[Supplied records]

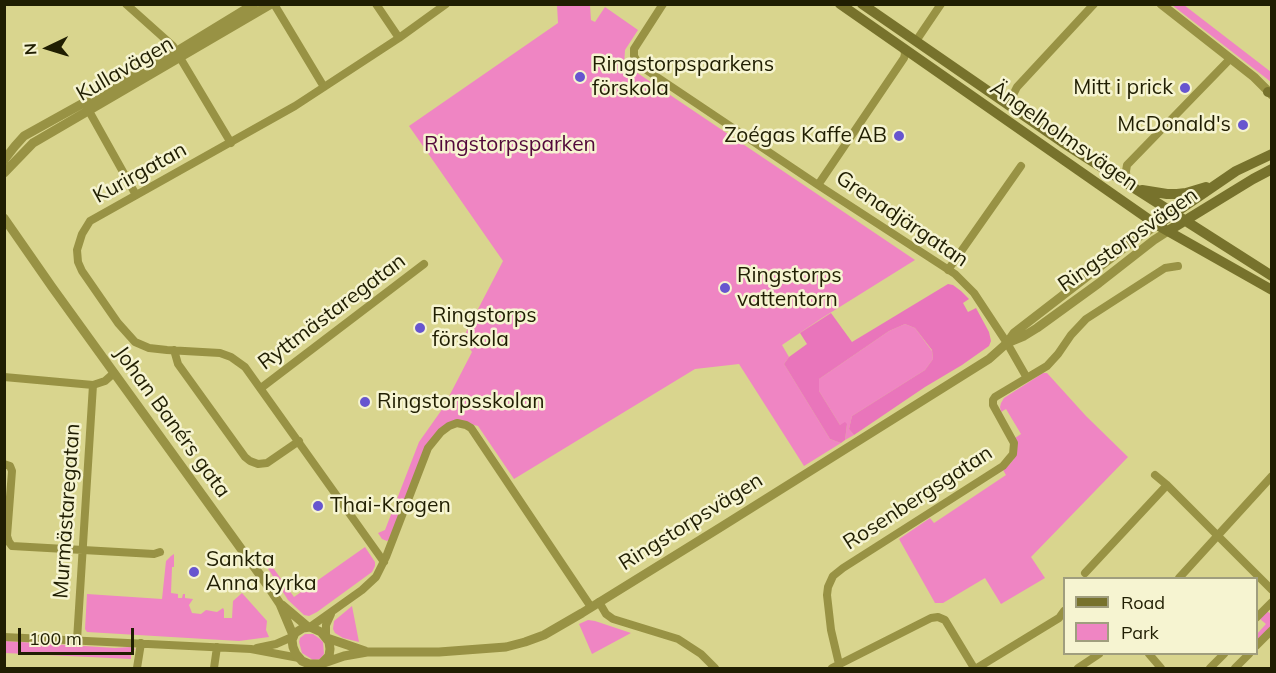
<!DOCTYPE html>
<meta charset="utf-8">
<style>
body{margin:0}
#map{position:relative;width:1276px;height:673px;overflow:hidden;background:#d9d58e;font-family:Mulish,sans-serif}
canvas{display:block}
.frame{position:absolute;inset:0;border:6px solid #201e02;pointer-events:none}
.legend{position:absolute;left:1063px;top:577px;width:195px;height:78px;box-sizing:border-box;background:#f6f4d1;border:2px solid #a09e7e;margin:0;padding:8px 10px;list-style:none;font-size:18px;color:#201e02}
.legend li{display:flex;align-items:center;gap:12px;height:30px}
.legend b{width:30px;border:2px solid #a09e7e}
.north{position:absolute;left:18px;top:18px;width:60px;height:60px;-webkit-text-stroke:4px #f6f4d1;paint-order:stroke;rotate:266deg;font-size:16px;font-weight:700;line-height:24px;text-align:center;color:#201e02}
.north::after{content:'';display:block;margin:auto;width:21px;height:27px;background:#201e02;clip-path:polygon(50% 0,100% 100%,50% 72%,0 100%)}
.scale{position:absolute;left:18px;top:628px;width:116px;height:27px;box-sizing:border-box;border:3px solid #201e02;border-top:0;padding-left:8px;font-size:18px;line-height:21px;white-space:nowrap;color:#201e02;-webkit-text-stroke:4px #f6f4d1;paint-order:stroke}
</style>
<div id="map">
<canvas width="1276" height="673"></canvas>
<div class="frame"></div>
<ul class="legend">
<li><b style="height:8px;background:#77722c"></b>Road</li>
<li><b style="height:16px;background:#ef85c3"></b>Park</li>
</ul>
<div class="north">N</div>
<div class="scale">100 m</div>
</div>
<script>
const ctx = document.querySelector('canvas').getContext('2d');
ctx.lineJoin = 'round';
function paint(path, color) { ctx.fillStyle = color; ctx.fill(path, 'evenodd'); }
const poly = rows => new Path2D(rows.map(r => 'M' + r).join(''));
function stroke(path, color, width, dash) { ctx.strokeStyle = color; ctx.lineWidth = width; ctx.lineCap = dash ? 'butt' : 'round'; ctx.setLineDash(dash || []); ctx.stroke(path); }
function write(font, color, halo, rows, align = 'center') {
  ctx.font = font + ' Mulish,sans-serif'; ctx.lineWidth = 5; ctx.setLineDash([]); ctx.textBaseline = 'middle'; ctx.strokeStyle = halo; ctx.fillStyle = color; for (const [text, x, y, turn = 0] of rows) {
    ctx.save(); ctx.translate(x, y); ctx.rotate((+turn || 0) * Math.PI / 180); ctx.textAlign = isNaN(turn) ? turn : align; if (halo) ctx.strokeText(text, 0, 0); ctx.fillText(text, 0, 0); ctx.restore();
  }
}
const green = poly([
 [557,5,590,5,591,20,595,22,605,7,638,30,625,50,624,66,630,68,915,260,822,318,782,345,789,357,784,364,830,439,841,443,804,466,739,364,695,369,514,479,478,426,463,422,434,436,392,539,387,541,382,539,378,533,385,530,419,442,443,408,472,352,463,338,503,261,409,126,558,23],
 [1172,5,1184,5,1271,72,1271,82],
 [905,324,915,328,932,351,933,359,925,370,852,416,849,429,854,435,845,440,847,424,840,425,819,391,819,379,889,331],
 [1043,373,1047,373,1086,416,1128,457,1031,557,1045,578,1001,604,985,578,943,603,935,603,899,539,930,518,934,523,1006,475,1003,470,1010,464,1014,459,1015,438,1021,434,1006,409,1001,412,1000,407,1001,403,1004,398],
 [365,547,375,562,375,566,372,572,317,612,309,616,304,615,288,600,262,559,264,555,294,597],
 [174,554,174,567,172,567,171,593,178,594,178,598,182,598,183,594,185,594,185,598,193,599,189,605,192,613,201,614,206,610,217,612,223,608,224,610,224,618,232,618,233,601,242,593,267,621,266,630,269,637,239,641,87,632,85,629,87,594,162,599,166,561,171,556],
 [352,606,359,642,343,638,335,633,333,629,334,621],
 [1267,611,1271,614,1271,626,1257,642,1256,635,1266,624,1260,619],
 [588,620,595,621,631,633,592,654,579,624],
 [305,634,313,634,320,639,323,642,324,654,320,659,313,660,302,653,299,642,300,638],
 [5,641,115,648,130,647,136,649,131,651,131,659,5,653]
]);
const forest = poly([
 [948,284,953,285,961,291,969,299,963,303,968,312,976,308,989,332,991,341,989,346,962,365,925,387,854,435,849,429,852,416,925,370,933,359,932,350,915,328,905,324,889,331,819,379,819,391,840,425,845,422,847,424,845,440,841,443,830,439,784,364,789,357,807,344,800,333,831,313,852,342]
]);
const minor = poly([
 [126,4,173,46,231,143],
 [274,4,324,87],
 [376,4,399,38],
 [663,4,634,49,634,56,639,65,818,185,955,274,974,293,1007,343,1027,378],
 [916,41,941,4],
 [1008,105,1017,87,1094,4],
 [89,111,136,195],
 [1127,184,1126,171,1127,165,1230,59],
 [818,185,904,58,905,54,904,49],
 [948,270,1021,166],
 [174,350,178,364,245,457,250,461,258,464,267,463,299,441],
 [4,377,93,385,105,381,114,373],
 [261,388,424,264],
 [4,464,10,466,12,471,7,536,9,542,12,546,154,554,160,552],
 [1155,475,1167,485],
 [384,562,245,367,231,357,220,353,167,350,149,348,135,342,118,323,82,271,78,262,77,250,82,234,90,221,295,106,399,38,446,4],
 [1085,573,1167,485,1272,590],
 [1179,578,1272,476],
 [599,602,606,614,613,619,678,639,701,654,715,668],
 [1256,618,1272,602],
 [310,627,362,590,376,577,386,557,428,448,441,432,449,426,457,423,466,425,471,428,591,607],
 [4,637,251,649,299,658],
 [326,637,326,625,331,614],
 [77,640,93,385],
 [1256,646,1272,630],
 [257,648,276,644,292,637],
 [1149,654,1161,668],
 [839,664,831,630,827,595,828,587,833,576,843,568,1003,466,1013,454,1014,443,993,405,993,400,995,397,1047,366,1058,354,1071,335,1086,319,1165,268,1178,266],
 [137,668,141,643],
 [214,668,217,647],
 [832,668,931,618,938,617,945,620,974,668],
 [977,668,1059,618,1064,611],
 [1078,668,1099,654],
 [1210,668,1224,654],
 [1235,668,1249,654]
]);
const tertiary = poly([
 [1161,4,1254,77,1272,95],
 [4,160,15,146,24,136,177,51,254,4],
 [4,173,33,143,271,4],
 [4,218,52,287,268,586,280,604,293,635],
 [1007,343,1024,336,1037,328,1099,283,1154,240,1168,231],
 [282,605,308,627],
 [310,627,321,632,329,642,330,649,329,656,321,664,309,664,302,661,296,654,293,647,292,640,295,633,303,628,310,627],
 [327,638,365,651],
 [321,664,344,656,367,652,439,652,506,647,525,642,544,635,582,613,721,527,989,359,1007,343,1014,333,1137,238,1157,225]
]);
const secondary = poly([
 [840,4,1157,225,1272,290],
 [862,4,1062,142,1272,276],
 [1268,92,1272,93],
 [1142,190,1167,194,1177,194,1186,193,1206,187],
 [1157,225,1236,171,1272,154],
 [1168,231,1253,179,1272,169]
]);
const markers = [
 [580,77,6,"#6755cf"],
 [1185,88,6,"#6755cf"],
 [1243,125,6,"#6755cf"],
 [899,136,6,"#6755cf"],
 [725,288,6,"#6755cf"],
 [420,328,6,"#6755cf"],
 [365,402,6,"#6755cf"],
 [318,506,6,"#6755cf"],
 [194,572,6,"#6755cf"]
];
const poiNames = [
 ["Ringstorpsparkens",592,65],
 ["förskola",592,89],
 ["Mitt i prick",1173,88,"right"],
 ["McDonald's",1231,125,"right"],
 ["Zoégas Kaffe AB",887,136,"right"],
 ["Ringstorps",737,276],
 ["vattentorn",737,300],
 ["Ringstorps",432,316],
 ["förskola",432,340],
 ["Ringstorpsskolan",377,402],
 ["Thai-Krogen",330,506],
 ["Sankta",206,560],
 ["Anna kyrka",206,584]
];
const streetNames = [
 ["Kullavägen",125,69,-30],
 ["Ängelholmsvägen",1064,136,35],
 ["Kurirgatan",140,173,-29],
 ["Grenadjärgatan",902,219,34],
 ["Ringstorpsvägen",1128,240,-35],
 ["Ryttmästaregatan",332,312,-37],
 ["Johan Banérs gata",172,422,54],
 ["Rosenbergsgatan",918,498,-33],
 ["Murmästaregatan",67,511,-86],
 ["Ringstorpsvägen",691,522,-32]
];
const parkNames = [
 ["Ringstorpsparken",510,145]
];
paint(green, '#ef85c3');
paint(forest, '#e975bb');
stroke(minor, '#989244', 8);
stroke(tertiary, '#989244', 9);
stroke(secondary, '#77722c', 10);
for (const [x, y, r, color] of markers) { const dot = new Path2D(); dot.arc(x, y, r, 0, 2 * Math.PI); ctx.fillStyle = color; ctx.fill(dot); stroke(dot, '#f6f4d1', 2); }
write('21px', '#201e02', '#f6f4d1', poiNames, 'left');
write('21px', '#201e02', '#f6f4d1', streetNames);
write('21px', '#52083a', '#f6f4d1', parkNames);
</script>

[/Supplied records]

▶ [Exercise directions]:
Note each line of the entries that has "setLineDash" in it, and copy those lines.

▶ [Task response]:
function stroke(path, color, width, dash) { ctx.strokeStyle = color; ctx.lineWidth = width; ctx.lineCap = dash ? 'butt' : 'round'; ctx.setLineDash(dash || []); ctx.stroke(path); }
  ctx.font = font + ' Mulish,sans-serif'; ctx.lineWidth = 5; ctx.setLineDash([]); ctx.textBaseline = 'middle'; ctx.strokeStyle = halo; ctx.fillStyle = color; for (const [text, x, y, turn = 0] of rows) {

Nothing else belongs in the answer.